Start of Block

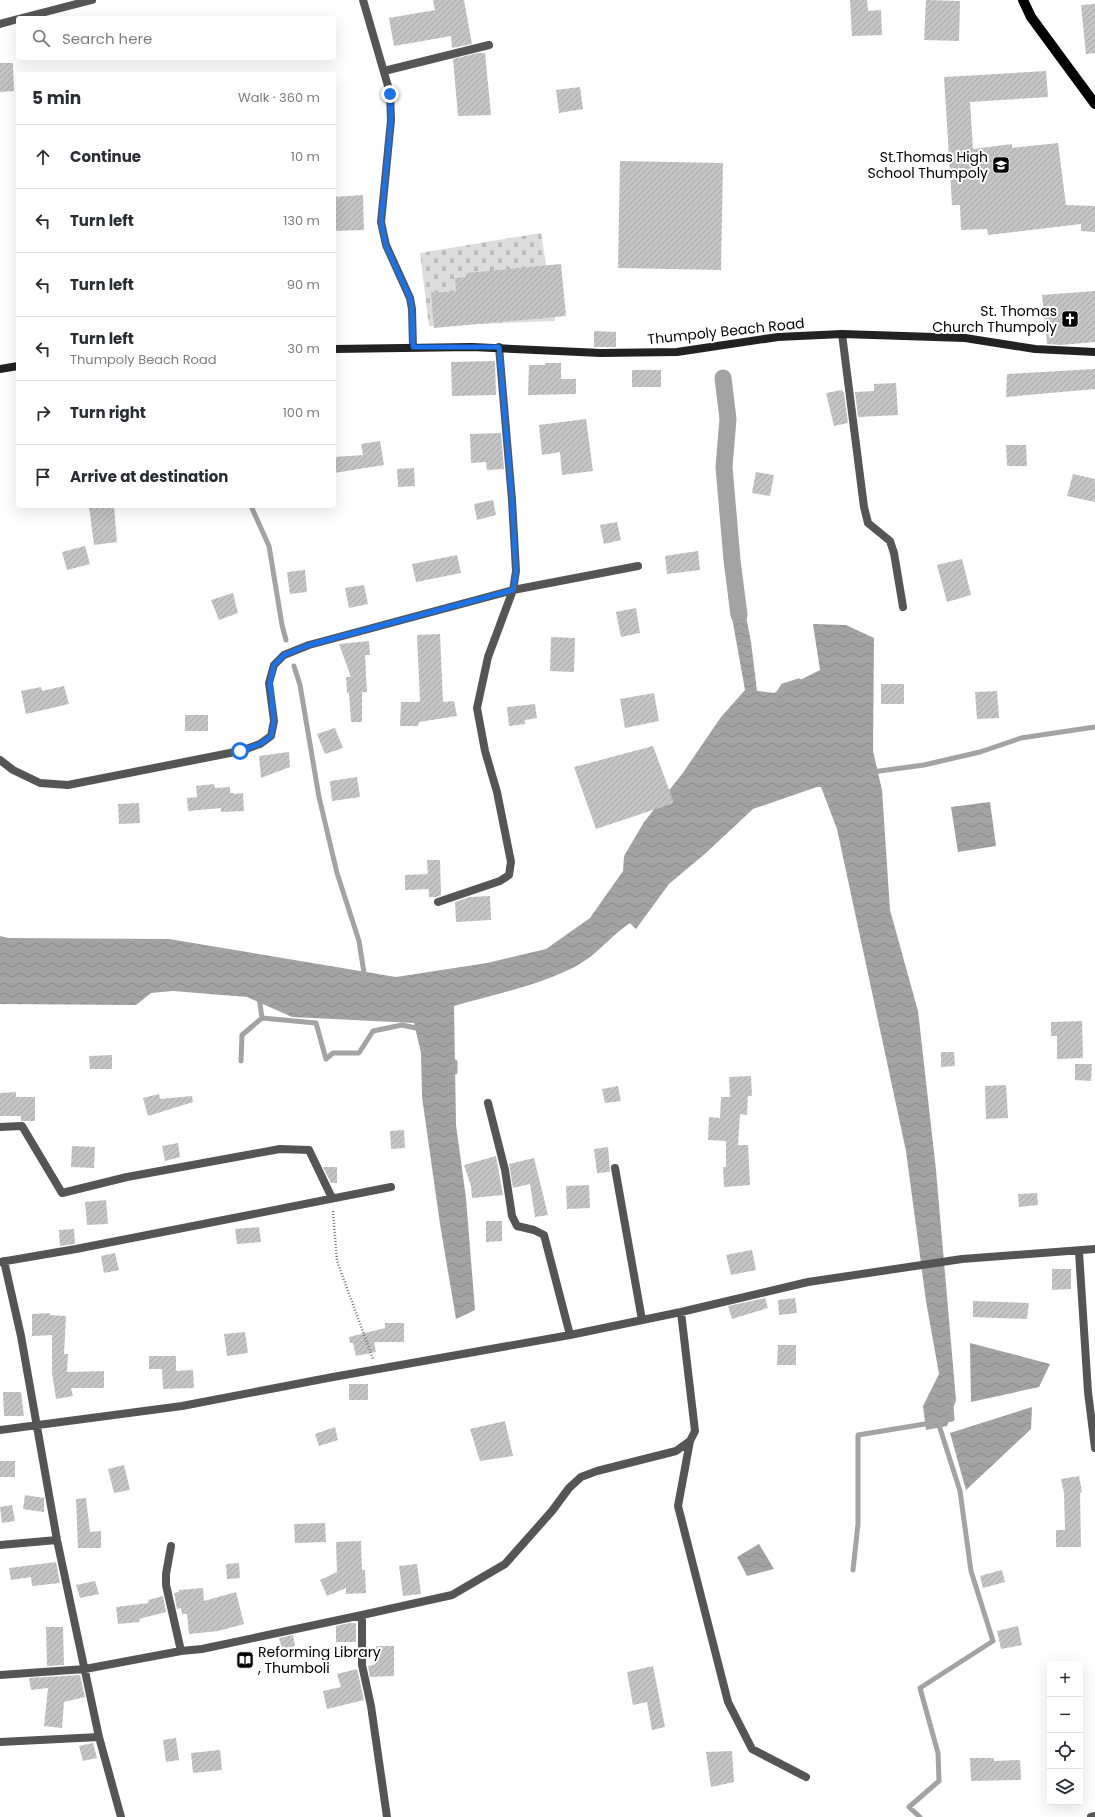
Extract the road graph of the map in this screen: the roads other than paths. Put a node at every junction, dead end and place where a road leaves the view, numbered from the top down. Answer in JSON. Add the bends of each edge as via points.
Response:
{"nodes":[{"id":1,"x":92,"y":0,"type":"edge"},
{"id":2,"x":363,"y":0,"type":"edge"},
{"id":3,"x":1023,"y":0,"type":"edge"},
{"id":4,"x":30,"y":16,"type":"edge"},
{"id":5,"x":16,"y":20,"type":"edge"},
{"id":6,"x":0,"y":24,"type":"edge"},
{"id":7,"x":489,"y":45,"type":"dead end"},
{"id":8,"x":384,"y":71,"type":"junction"},
{"id":9,"x":1095,"y":104,"type":"edge"},
{"id":10,"x":842,"y":334,"type":"junction"},
{"id":11,"x":413,"y":347,"type":"junction"},
{"id":12,"x":499,"y":347,"type":"junction"},
{"id":13,"x":336,"y":349,"type":"edge"},
{"id":14,"x":1095,"y":352,"type":"edge"},
{"id":15,"x":16,"y":366,"type":"edge"},
{"id":16,"x":0,"y":368,"type":"edge"},
{"id":17,"x":638,"y":566,"type":"dead end"},
{"id":18,"x":513,"y":590,"type":"junction"},
{"id":19,"x":903,"y":606,"type":"dead end"},
{"id":20,"x":0,"y":760,"type":"edge"},
{"id":21,"x":438,"y":902,"type":"dead end"},
{"id":22,"x":488,"y":1103,"type":"dead end"},
{"id":23,"x":0,"y":1127,"type":"edge"},
{"id":24,"x":615,"y":1168,"type":"dead end"},
{"id":25,"x":391,"y":1187,"type":"dead end"},
{"id":26,"x":332,"y":1198,"type":"junction"},
{"id":27,"x":1095,"y":1249,"type":"edge"},
{"id":28,"x":1079,"y":1252,"type":"junction"},
{"id":29,"x":2,"y":1261,"type":"edge"},
{"id":30,"x":681,"y":1312,"type":"junction"},
{"id":31,"x":642,"y":1320,"type":"junction"},
{"id":32,"x":570,"y":1335,"type":"junction"},
{"id":33,"x":37,"y":1425,"type":"junction"},
{"id":34,"x":0,"y":1430,"type":"edge"},
{"id":35,"x":690,"y":1441,"type":"junction"},
{"id":36,"x":1095,"y":1448,"type":"edge"},
{"id":37,"x":57,"y":1540,"type":"junction"},
{"id":38,"x":0,"y":1545,"type":"edge"},
{"id":39,"x":171,"y":1546,"type":"dead end"},
{"id":40,"x":362,"y":1615,"type":"junction"},
{"id":41,"x":181,"y":1650,"type":"junction"},
{"id":42,"x":85,"y":1669,"type":"junction"},
{"id":43,"x":0,"y":1675,"type":"edge"},
{"id":44,"x":99,"y":1738,"type":"junction"},
{"id":45,"x":0,"y":1742,"type":"edge"},
{"id":46,"x":806,"y":1777,"type":"dead end"},
{"id":47,"x":1095,"y":1816,"type":"edge"},
{"id":48,"x":121,"y":1817,"type":"edge"},
{"id":49,"x":387,"y":1817,"type":"edge"},
{"id":50,"x":1091,"y":1817,"type":"edge"}],
"edges":[{"from":1,"to":4,"type":"street"},
{"from":2,"to":8,"type":"street"},
{"from":3,"to":9,"type":"main road","via":[[1031,17]]},
{"from":5,"to":6,"type":"street"},
{"from":7,"to":8,"type":"street"},
{"from":8,"to":11,"type":"street","via":[[390,94],[391,120],[381,222],[386,246],[410,298]]},
{"from":10,"to":12,"type":"main road","name":"Thumpoly Beach Road","via":[[778,337],[677,352],[601,353]]},
{"from":10,"to":14,"type":"main road","name":"Thumpoly Beach Road","via":[[964,338],[1035,349]]},
{"from":10,"to":19,"type":"street","via":[[864,507],[868,523],[890,541]]},
{"from":11,"to":12,"type":"main road","name":"Thumpoly Beach Road"},
{"from":11,"to":13,"type":"main road","name":"Thumpoly Beach Road"},
{"from":12,"to":18,"type":"street","via":[[513,508],[516,571]]},
{"from":15,"to":16,"type":"main road"},
{"from":17,"to":18,"type":"street"},
{"from":18,"to":20,"type":"street","via":[[309,645],[284,655],[274,665],[270,683],[274,721],[271,736],[260,744],[240,751],[68,785],[40,783],[13,770]]},
{"from":18,"to":21,"type":"street","via":[[488,657],[477,708],[511,862],[509,875],[500,882]]},
{"from":22,"to":32,"type":"street","via":[[512,1216],[517,1226],[544,1235]]},
{"from":23,"to":26,"type":"street","via":[[22,1126],[62,1193],[127,1177],[280,1149],[309,1150]]},
{"from":24,"to":31,"type":"street"},
{"from":25,"to":26,"type":"street"},
{"from":26,"to":29,"type":"street","via":[[76,1249]]},
{"from":27,"to":28,"type":"street"},
{"from":28,"to":30,"type":"street","via":[[962,1259],[808,1282]]},
{"from":28,"to":36,"type":"street","via":[[1088,1392]]},
{"from":29,"to":33,"type":"street","via":[[21,1336]]},
{"from":30,"to":31,"type":"street"},
{"from":30,"to":35,"type":"street","via":[[695,1431]]},
{"from":31,"to":32,"type":"street"},
{"from":32,"to":33,"type":"street","via":[[182,1406]]},
{"from":33,"to":34,"type":"street"},
{"from":33,"to":37,"type":"street"},
{"from":35,"to":40,"type":"street","via":[[676,1451],[597,1470],[581,1477],[568,1488],[552,1511],[505,1564],[452,1595]]},
{"from":35,"to":46,"type":"street","via":[[678,1506],[728,1702],[752,1749]]},
{"from":37,"to":38,"type":"street"},
{"from":37,"to":42,"type":"street"},
{"from":39,"to":41,"type":"street","via":[[166,1585]]},
{"from":40,"to":41,"type":"street","via":[[202,1649]]},
{"from":40,"to":49,"type":"street","via":[[362,1665]]},
{"from":41,"to":42,"type":"street"},
{"from":42,"to":43,"type":"street"},
{"from":42,"to":44,"type":"street"},
{"from":44,"to":45,"type":"street"},
{"from":44,"to":48,"type":"street"},
{"from":47,"to":50,"type":"street"}]}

End of Block

Pull out each line of the entries that contains "Beach".

{"from":10,"to":12,"type":"main road","name":"Thumpoly Beach Road","via":[[778,337],[677,352],[601,353]]},
{"from":10,"to":14,"type":"main road","name":"Thumpoly Beach Road","via":[[964,338],[1035,349]]},
{"from":11,"to":12,"type":"main road","name":"Thumpoly Beach Road"},
{"from":11,"to":13,"type":"main road","name":"Thumpoly Beach Road"},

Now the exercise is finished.